Pur con questa consapevolezza, è la libertà, di cui ancora disponiamo, che può assicurarci un cambiamento. E, per quanto oggi degenerati ed indeboliti, l’esistenza e lo sviluppo di partiti di diverso orientamento politico costituiscono una condizione essenziale, un sine qua non, di ogni democrazia.

Con quali proposte, in quale ordine prioritario, un partito politico può presentarsi e, addirittura promuoversi, presso i cittadini potenzialmente elettori o, addirittura, militanti?

Il primo obiettivo non può che essere quello di restituire loro il diritto di scegliere i propri rappresentanti parlamentari, poco importa se attraverso il ritorno ad un sistema proporzionale o maggioritario, comunque tale da individuare – come nel caso del c.d. Mattarellum – le persone in competizione che chiedono loro consenso.

Invece, l’attuale legge elettorale, voluta da tutte le segreterie di partito, con relativi capi corrente, e imposta con un voto di fiducia dal governo Gentiloni, produce, attraverso listini e premio di maggioranza, un numero cospicuo di parlamentari nominati che rispondono non ai cittadini che dovrebbero rappresentare bensì ai pochi «potenti» che li hanno selezionati.

In secondo luogo, risulta sempre più urgente attuare l’art. 49 della Costituzione che prescrive regole di democrazia interna ai partiti tali da rendere trasparente ogni aspetto del loro funzionamento e più disagevole l’attuale gestione autoritaria, clientelare e correntizia degli equilibri interni di potere. E l’affacciarsi dell’intelligenza artificiale, ad un tempo minaccioso e promettente, può essere addomesticato? Questi ed altri interrogativi ipermoderni – guerre diffuse, deterioramento del pianeta, migrazioni di massa, oltre alla rivoluzione tecnologica in atto – richiedono la piena e vigorosa attuazione di quanto previsto dai padri e dalle madri costituenti.

È evidente come la riforma democratica dei partiti ponga anche la questione dei loro finanziamenti, tema ineludibile, anche se particolarmente delicato per lo stato di allarme e di insofferenza diffuso nell’opinione pubblica a tale riguardo.

Basti tenere presente il caso degli Stati Uniti in cui i costi elevati della politica, l’abolizione del finanziamento pubblico e di ogni limite ai finanziamenti privati costituiscono un elemento di oggettivo indebolimento della democrazia, peraltro vulnerabile su molti altri fronti.

Per nostra fortuna la legge tuttora vigente in Italia sulla par condicio vieta l’acquisto di spazi pubblicitari nel corso della campagna elettorale, così limitando i costi della politica.

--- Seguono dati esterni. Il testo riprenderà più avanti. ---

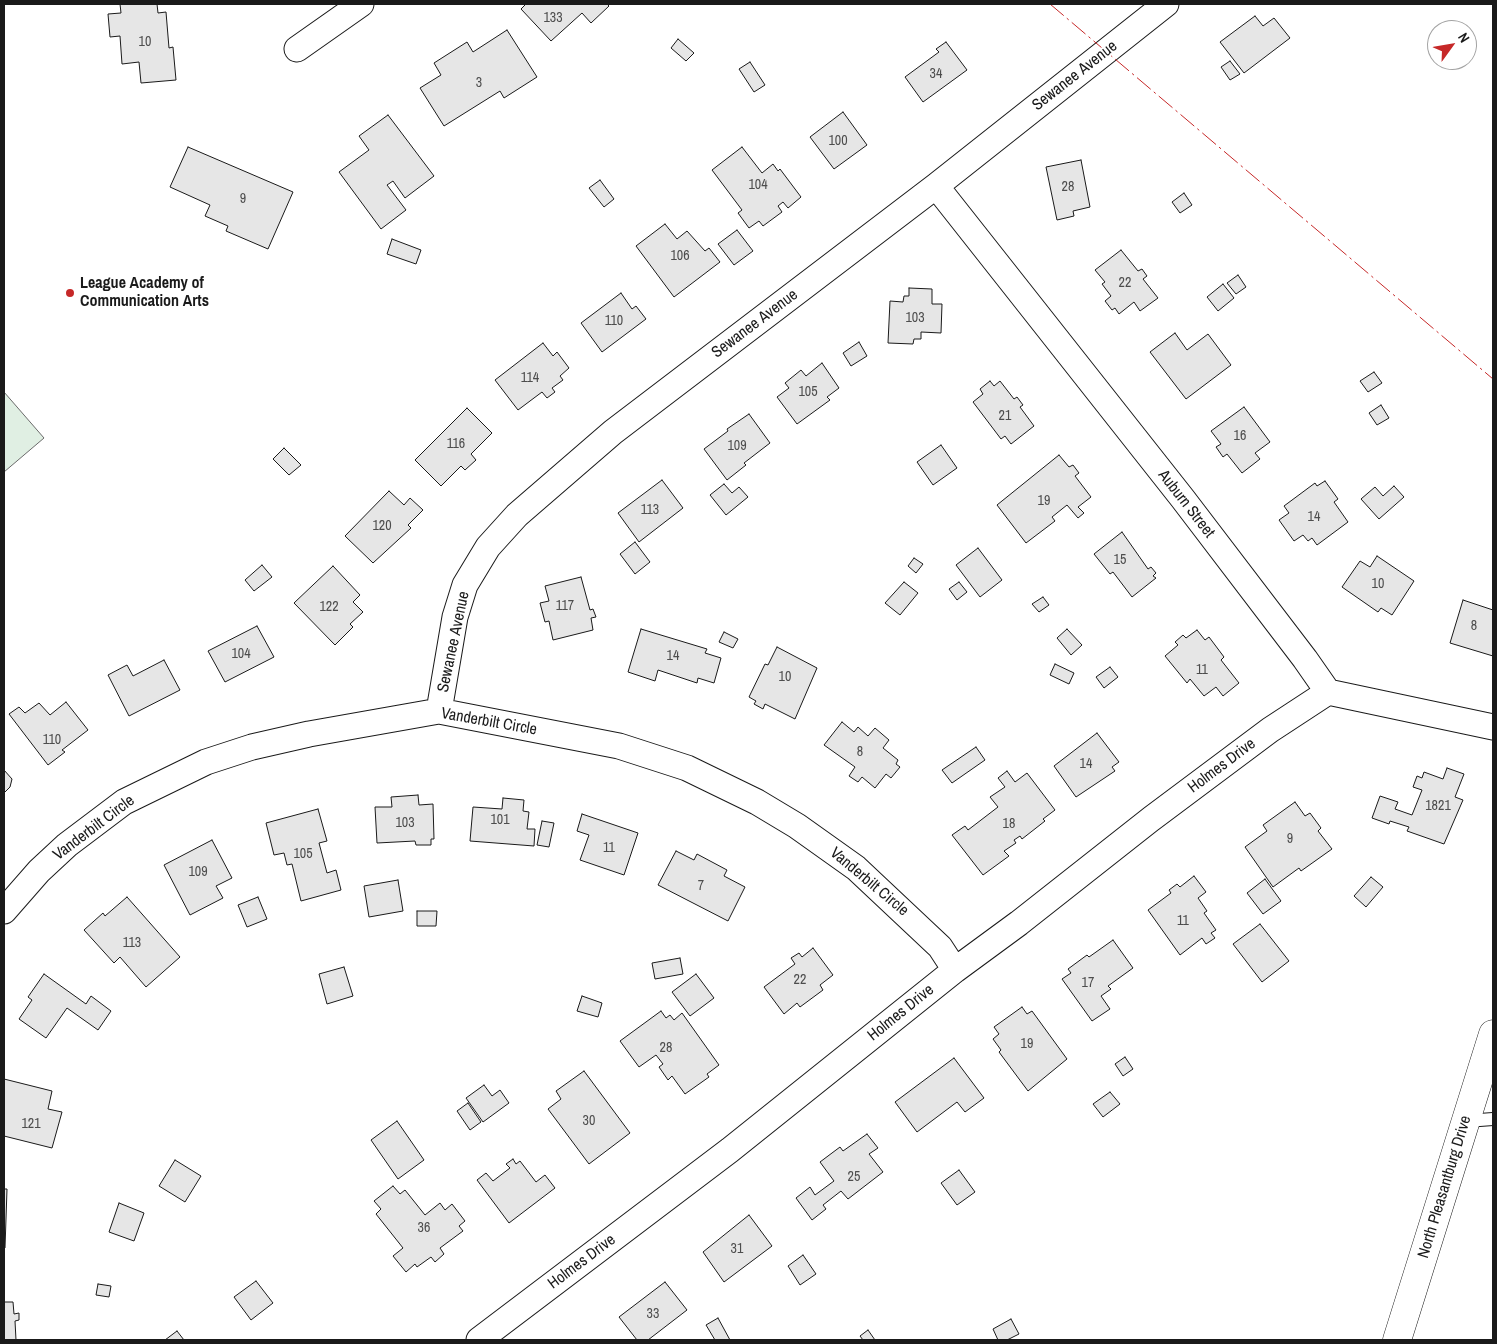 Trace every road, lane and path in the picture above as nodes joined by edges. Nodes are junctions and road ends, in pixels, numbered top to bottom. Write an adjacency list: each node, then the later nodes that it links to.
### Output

Tuttavia, la strutturazione dei partiti, finora tema eluso dal M5S e indebolito nel Pd, richiede finanziamenti che dovrebbero provenire dagli iscritti, con l’esclusione di contributi di enti privati, ma con il concorso di finanziamenti pubblici soggetti a regole di trasparenza.

A quando l’inizio di una discussione di questa natura, a cominciare da coloro che mostrano disponibilità a (ri)accostarsi alla politica?